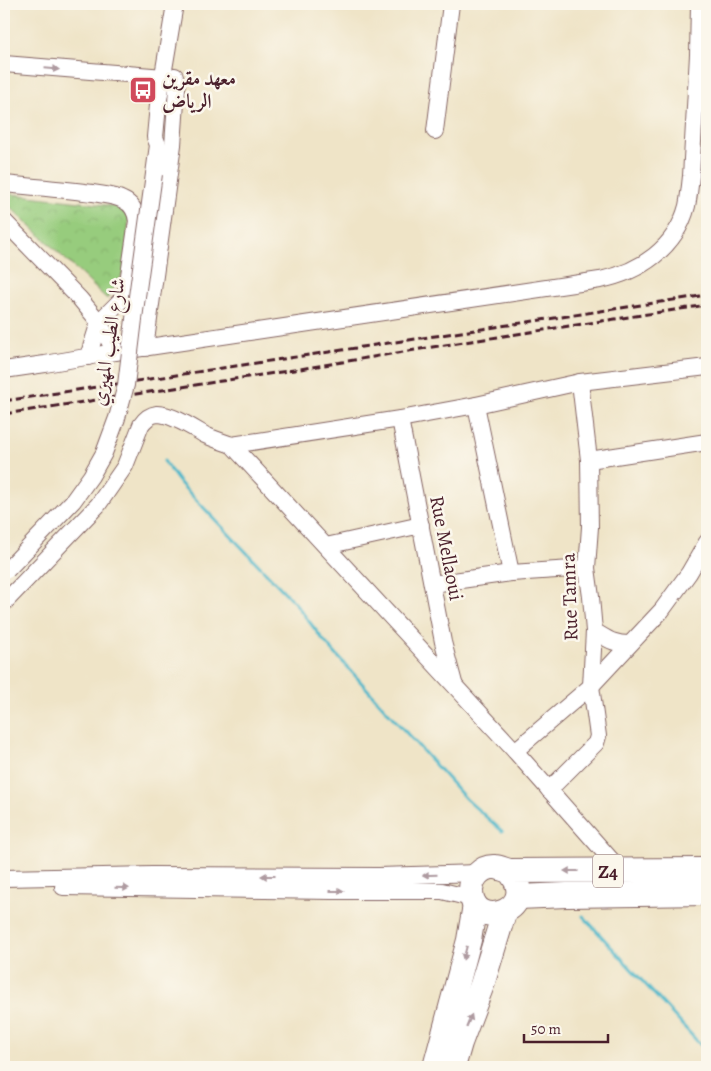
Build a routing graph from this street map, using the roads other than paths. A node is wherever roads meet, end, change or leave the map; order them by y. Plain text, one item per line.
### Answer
1 (175, 4) edge
2 (186, 4) edge
3 (451, 4) edge
4 (699, 4) edge
5 (4, 64) edge
6 (169, 77) junction
7 (435, 131) dead end
8 (4, 184) edge
9 (4, 220) edge
10 (99, 322) junction
11 (145, 348) junction
12 (115, 352) junction
13 (88, 357) junction
14 (707, 367) edge
15 (4, 370) edge
16 (580, 382) junction
17 (476, 405) junction
18 (400, 419) junction
19 (707, 442) edge
20 (232, 445) junction
21 (589, 460) junction
22 (421, 525) junction
23 (707, 542) edge
24 (326, 546) junction
25 (587, 568) junction
26 (5, 573) edge
27 (511, 573) junction
28 (432, 584) junction
29 (4, 603) edge
30 (594, 631) junction
31 (444, 642) junction
32 (630, 644) junction
33 (420, 649) junction
34 (454, 686) junction
35 (591, 686) junction
36 (515, 751) junction
37 (549, 790) junction
38 (707, 858) edge
39 (707, 870) edge
40 (630, 871) junction
41 (479, 872) junction
42 (509, 872) junction
43 (4, 878) edge
44 (4, 887) edge
45 (707, 893) edge
46 (556, 896) junction
47 (473, 901) junction
48 (707, 901) edge
49 (511, 905) junction
50 (492, 952) junction
51 (435, 1067) edge
52 (453, 1067) edge

1 - 6 street
2 - 6 street
3 - 7 street
4 - 11 street
5 -> 6 street
6 - 11 street
6 - 26 street, شارع الطيب المهيري, bridge
8 - 10 street
9 - 10 street
10 - 12 street
10 - 13 street
11 - 12 street
12 - 13 street
13 - 15 street
14 - 16 street
16 - 17 street
16 - 21 street, Rue Tamra
17 - 18 street
17 - 27 street
18 - 20 street
18 - 22 street, Rue Mellaoui
19 - 21 street
20 - 24 street
20 - 29 street
21 - 25 street, Rue Tamra
22 - 24 street
22 - 28 street, Rue Mellaoui
23 - 32 street
24 - 33 street
25 - 27 street
25 - 30 street, Rue Tamra
27 - 28 street
28 - 31 street, Rue Mellaoui
30 - 32 street
30 - 35 street, Rue Tamra
31 - 33 street
31 - 34 street, Rue Mellaoui
32 - 35 street
33 - 34 street
34 - 36 street
35 - 36 street
35 - 37 street, Rue Tamra
36 - 37 street
37 - 40 street
38 - 40 street
39 - 40 highway, Z4
40 -> 42 highway, Z4
41 - 42 highway
41 -> 43 street
41 - 47 highway
42 - 49 highway
44 -> 47 street
45 - 46 highway, Z4
46 - 48 street
46 - 49 highway, Z4
46 - 50 highway
47 - 49 highway
47 -> 51 highway
49 - 50 highway
52 -> 50 highway

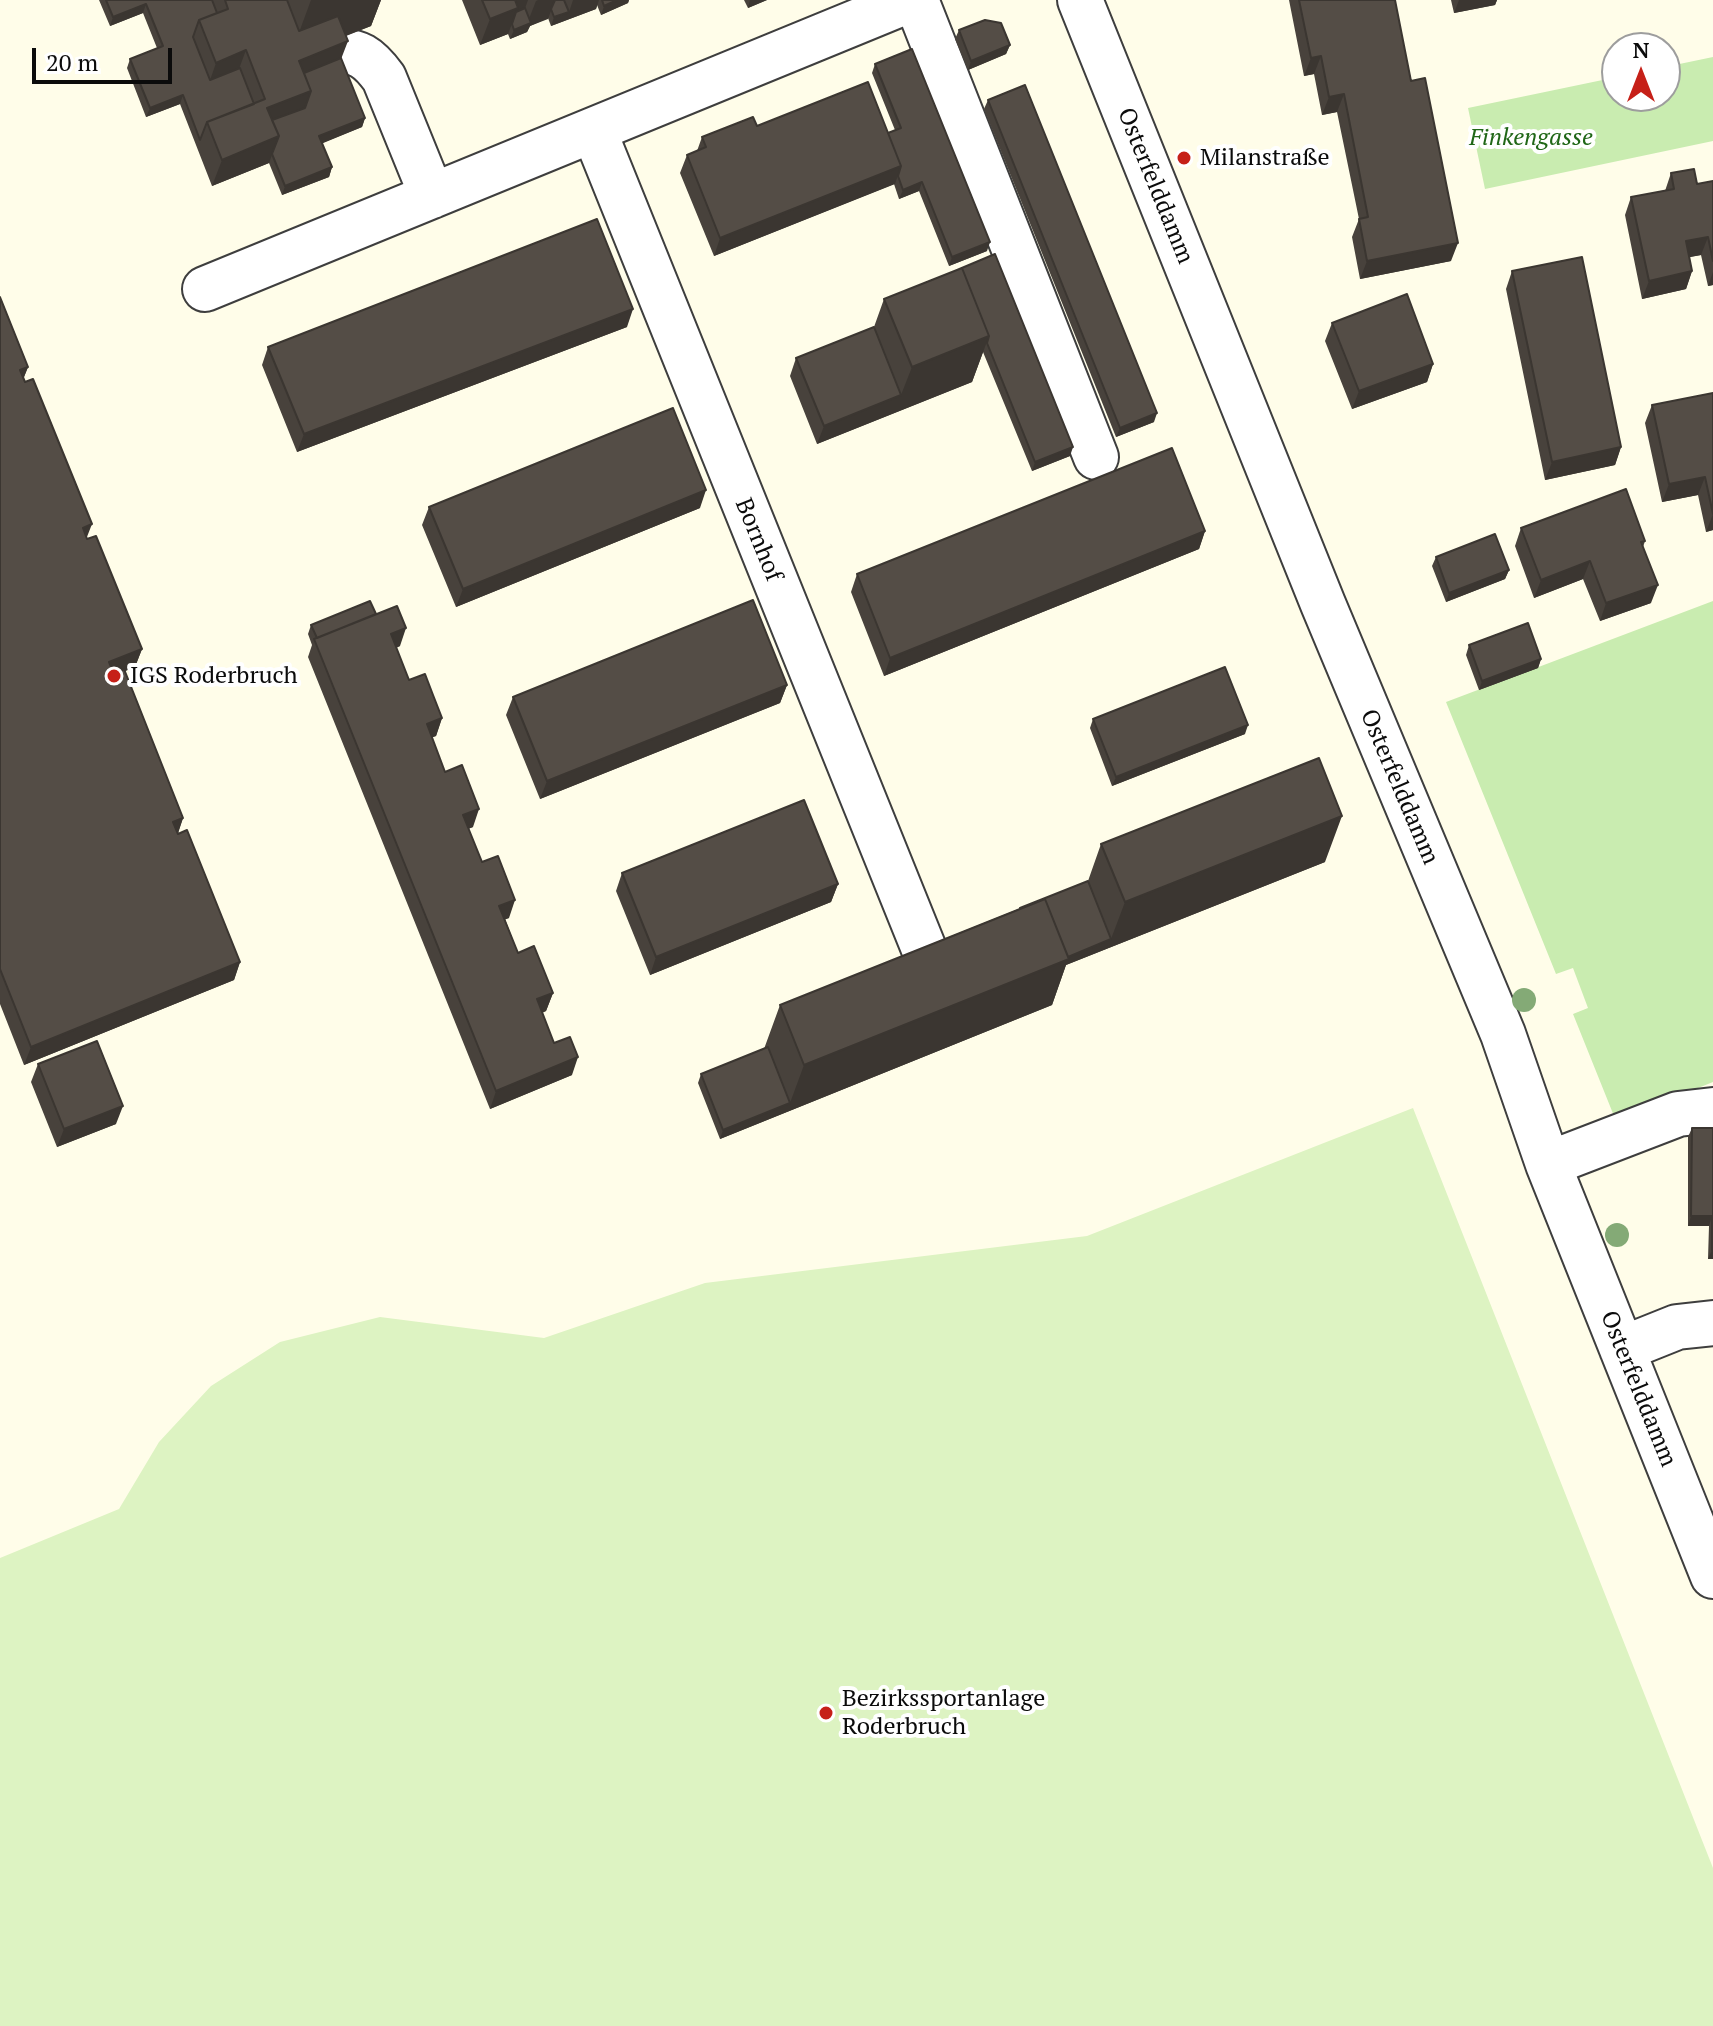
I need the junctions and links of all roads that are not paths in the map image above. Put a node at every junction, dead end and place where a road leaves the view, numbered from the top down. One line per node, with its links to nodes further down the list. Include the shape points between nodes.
1 (913, 0): 4 (street); 7 (street)
2 (1080, 0): 10 (street, Osterfelddamm, via 1503,1034)
3 (333, 54): 5 (street, via 355,52 375,65)
4 (594, 131): 5 (street); 8 (street, Bornhof)
5 (432, 196): 6 (street)
6 (205, 289)
7 (1096, 457)
8 (924, 949)
9 (1713, 1110): 10 (street, via 1678,1114)
10 (1548, 1164): 12 (street, Osterfelddamm)
11 (1713, 1323): 12 (street, via 1677,1327)
12 (1622, 1349): 13 (street, Osterfelddamm)
13 (1713, 1576)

Work order ▸ The lines in the entries above that carry the word "Tamra" must be copied.

Worked solution ▸
16 - 21 street, Rue Tamra
21 - 25 street, Rue Tamra
25 - 30 street, Rue Tamra
30 - 35 street, Rue Tamra
35 - 37 street, Rue Tamra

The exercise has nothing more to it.